1936

Ministerial Gaudí

Ministerial Gaudí © Rossend Torras
Ministerial Gaudí © Rossend Torras

In 1936, La Pedrera was sequestered by the PSUC (United Socialist Party of Catalonia) and used as the headquarters of the Catalan Ministry of Economy and Agriculture and the private residence of Joan Comorera, the party’s secretary general and minister of economy during much of the civil war.

 

Contributor: 

Photographer: Rossend Torras Mir (Barcelona, ​​1907-1996)

The Rossend Torras archive holds some 25,000 negatives, one third of them stereoscopic slides (a 3D photographic method that was very popular in the early 20th century), and a hundred films. The archive documents daily life in Barcelona and holidaymaking on the Costa Brava, sports events, theatre and key political events spanning the period 1926 to the mid ‘50s.

The dual condition of being both a professional and amateur photographer explains the quality of Torras’ material as well as the fact that it has remained unpublished until now. From the mid ‘20s Torras ran the family business Casa Torras, with shops at number 83 carrer Gran de Gràcia in Barcelona and in Plaça Sant Jaume.  Casa Torras was given over to the sale and import of photographic material, optics, whereas his Tomir brand, manufactured door bells, photographic laboratory instruments and radios. The availability of material, the photographer’s technical expertise and the space to keep an archive were therefore guaranteed.

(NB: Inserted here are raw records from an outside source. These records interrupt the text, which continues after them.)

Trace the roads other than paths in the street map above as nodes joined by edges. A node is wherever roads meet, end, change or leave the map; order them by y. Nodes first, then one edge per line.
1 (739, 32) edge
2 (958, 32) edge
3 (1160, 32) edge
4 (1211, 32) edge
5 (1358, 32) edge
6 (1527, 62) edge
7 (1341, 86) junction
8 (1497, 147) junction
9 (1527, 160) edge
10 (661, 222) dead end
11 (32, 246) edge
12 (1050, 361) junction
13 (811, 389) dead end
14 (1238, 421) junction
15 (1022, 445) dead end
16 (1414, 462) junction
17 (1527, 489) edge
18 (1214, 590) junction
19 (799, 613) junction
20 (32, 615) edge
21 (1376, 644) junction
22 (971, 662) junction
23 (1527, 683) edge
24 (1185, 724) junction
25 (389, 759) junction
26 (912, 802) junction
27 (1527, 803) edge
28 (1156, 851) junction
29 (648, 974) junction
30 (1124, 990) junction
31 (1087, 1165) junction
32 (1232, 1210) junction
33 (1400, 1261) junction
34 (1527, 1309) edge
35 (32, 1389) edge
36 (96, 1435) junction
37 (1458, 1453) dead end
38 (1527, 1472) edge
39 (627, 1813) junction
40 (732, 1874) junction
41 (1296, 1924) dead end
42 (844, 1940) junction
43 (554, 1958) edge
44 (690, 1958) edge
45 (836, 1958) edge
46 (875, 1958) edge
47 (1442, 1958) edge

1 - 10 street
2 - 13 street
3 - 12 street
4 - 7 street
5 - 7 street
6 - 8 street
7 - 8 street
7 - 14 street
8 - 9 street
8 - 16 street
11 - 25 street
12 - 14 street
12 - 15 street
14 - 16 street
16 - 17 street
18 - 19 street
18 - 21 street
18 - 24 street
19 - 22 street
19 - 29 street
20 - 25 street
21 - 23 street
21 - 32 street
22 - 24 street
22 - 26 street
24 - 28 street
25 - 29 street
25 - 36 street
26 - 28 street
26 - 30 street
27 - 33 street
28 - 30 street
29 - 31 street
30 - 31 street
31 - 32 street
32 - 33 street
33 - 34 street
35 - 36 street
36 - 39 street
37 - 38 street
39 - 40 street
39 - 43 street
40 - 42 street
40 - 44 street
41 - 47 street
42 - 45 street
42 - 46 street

Until 1939, however, his activity as a photographer was limited to the characteristics of the great 20th century amateurs. In 1926, at the age of nineteen, Torras joined the pioneering Photographic Association of Catalonia, where he repeatedly won its annual competitions, in the category of stereoscopic photography and autochrome (an early colour photography process). In 1931 he enrolled in the photographic and cinematic categories of the Excursionist Centre of Catalonia. However, in 1939 Torras obtained the accreditation of professional photograph and thereafter combined his commercial work with commissions for Radio Barcelona (only a few of these photos were published in the printed press) and portraiture of actresses of the Barcelona scene.